GW has already begun doing this with the Horus Heresy and The Beast Arises. Once the Horus Heresy is finished they will probably move on to the Scouring which followed.

The Scouring came after the Heresy, but I get your point. Though I imagine GW would move on to the Age of Apostasy instead.

I meant to say that the Scouring followed the Heresy, which is why they'd wait for the aforementioned to finish.

I don't recall GW proper saying anything about it, but I recall it being said that FW stated they were going to do the Scouring. Really no reason for them not to considering it's sort of just a continuation of Space Marines versus Space Marines present in the Heresy. Big difference being that the Loyalists now have the upper hand while the Traitors are on the back foot, warped by Chaos, and possibly fighting each just as much as they do the Imperium.

There's also the fact that you can more legitimately fluff out Imperials vs Imperials - zealous Frateris Templars versus rebellious regiments of Imperial Guard, the Sisters of Battle taking the fight to Space Marines with Vandire himself watching the proceeding battle, the armies of Forge Worlds being cowed into submission by Stormtrooper raids and Knight Houses more loyal to the Ecclisearchy than the Mechancius.
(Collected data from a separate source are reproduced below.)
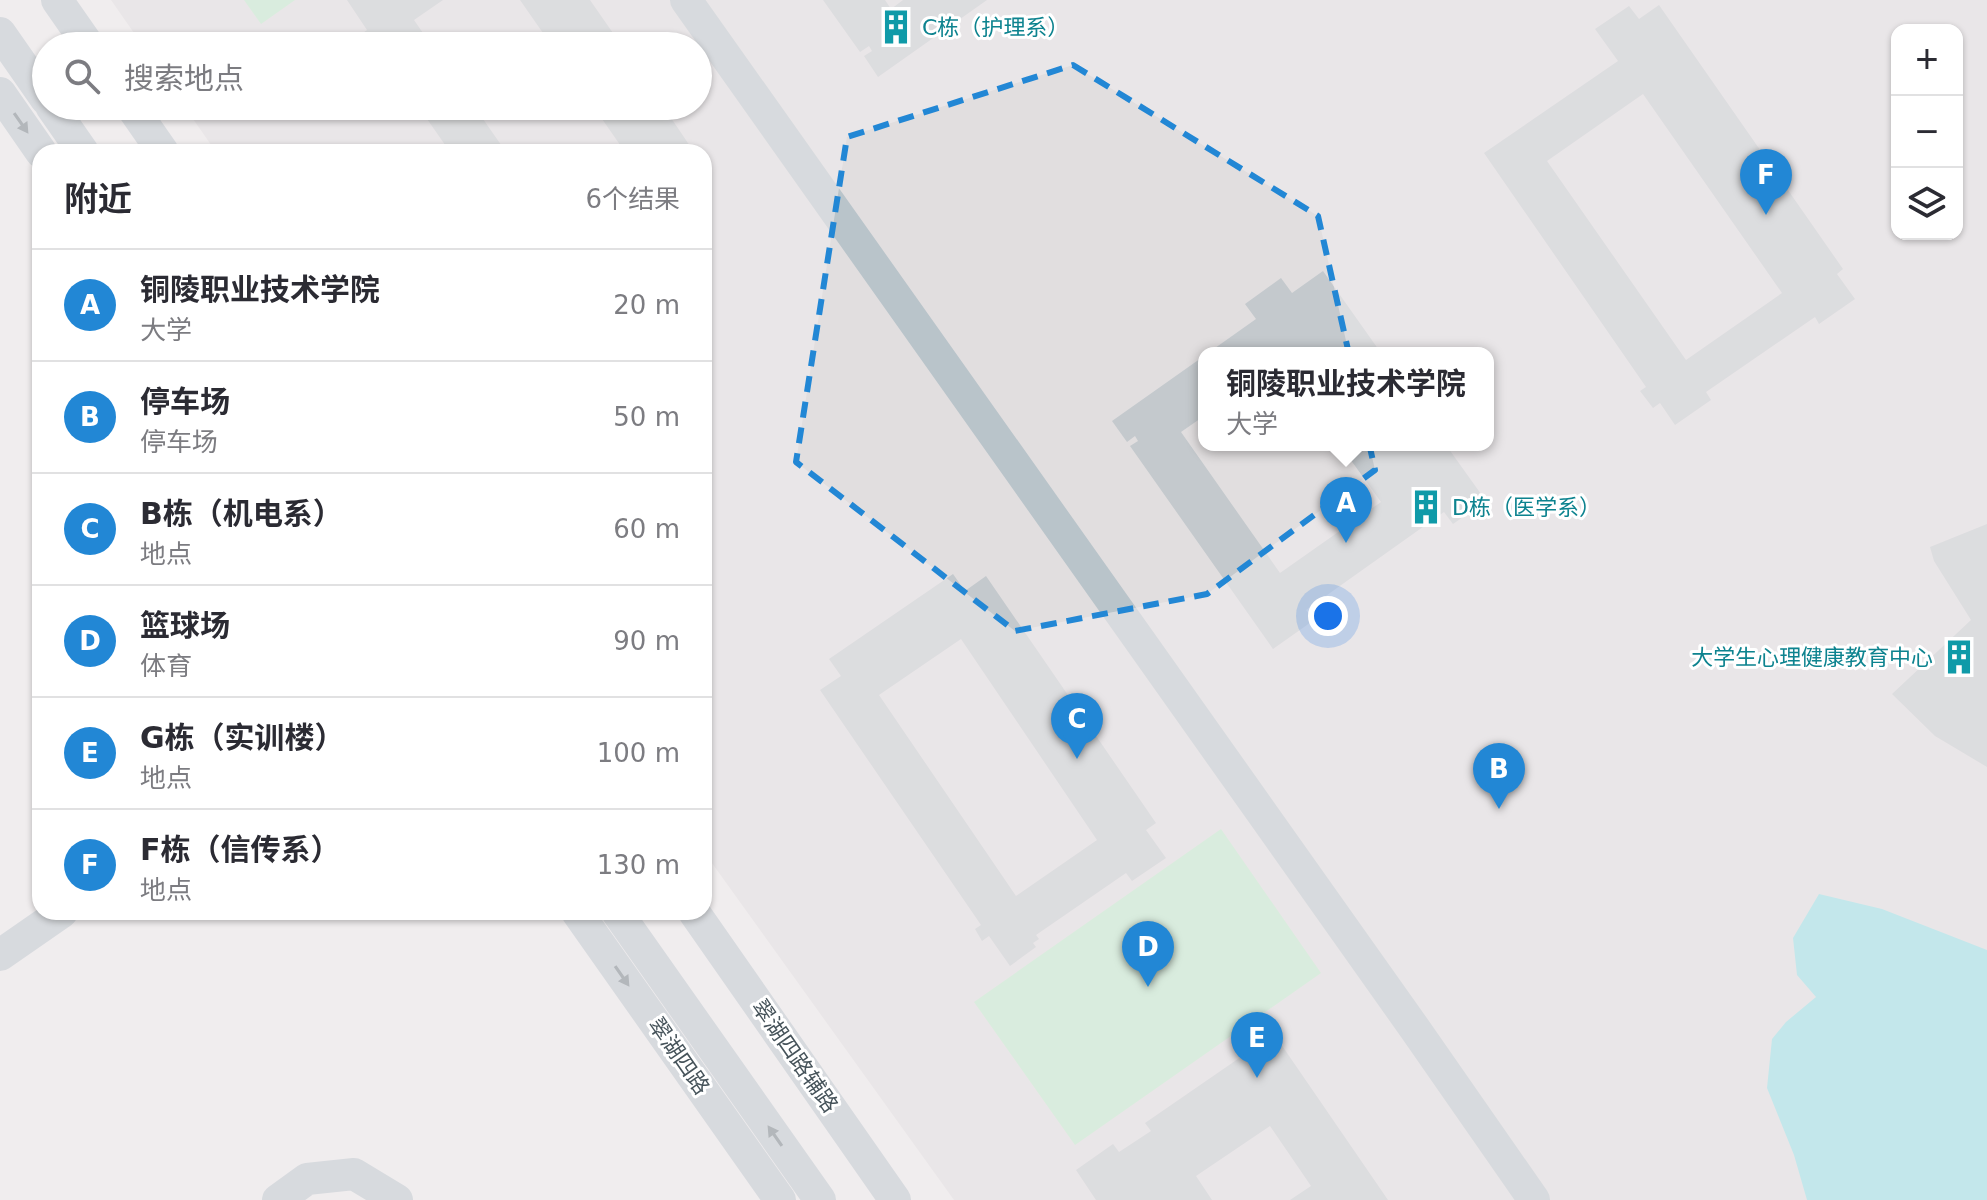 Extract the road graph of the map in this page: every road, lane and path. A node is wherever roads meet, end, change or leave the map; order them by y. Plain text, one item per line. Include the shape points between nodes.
1 (57, 0) edge
2 (686, 0) edge
3 (79, 32) edge
4 (709, 32) edge
5 (0, 33) edge
6 (712, 37) edge
7 (32, 79) edge
8 (0, 93) edge
9 (61, 120) edge
10 (141, 120) edge
11 (35, 144) edge
12 (77, 144) edge
13 (157, 144) edge
14 (50, 920) edge
15 (583, 920) edge
16 (623, 920) edge
17 (700, 920) edge
18 (0, 955) edge
19 (278, 1200) edge
20 (397, 1200) edge
21 (780, 1200) edge
22 (820, 1200) edge
23 (895, 1200) edge
24 (1534, 1200) edge

1 - 3 street
2 - 4 street
5 - 7 street
6 - 24 street
8 -> 11 street
9 - 12 street
10 - 13 street
14 - 18 street
15 -> 21 street, 翠湖四路
22 -> 16 street, 翠湖四路
17 - 23 street, 翠湖四路辅路
19 - 20 street via 307,1179 354,1174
It became stable a year ago.

...

I'm not sure if you can consider a wargame 'stable' after only a year or two, and that's true of any wargame, not just bias against AoS. Most anything made in the last few years is pretty young still, even after an edition or two.

>sometimes you roll 2d6 below stat, sometimes 1d6 abpve, sometimes 1d6 below, sometimes 1d6 and consult a chart

The statline was not a good feature. It was a holdover from the days when everything needed its own mechanic.

>their best selling IP's lore when it's still doing relatively well.
It's still dying since FFG stealing casual market from 40k.

>Atia
Into the thrash.

The Apostasy is one of the big events I could see them covering.

X-Wing may not be necessarily stealing and the movies may be playing a role.

Even still, X-Wing should be a wake up call that GW has to try and improve in other areas if they're vehemently opposed to going the prepainted and minimal assembly route.

She's a consistently reliable source.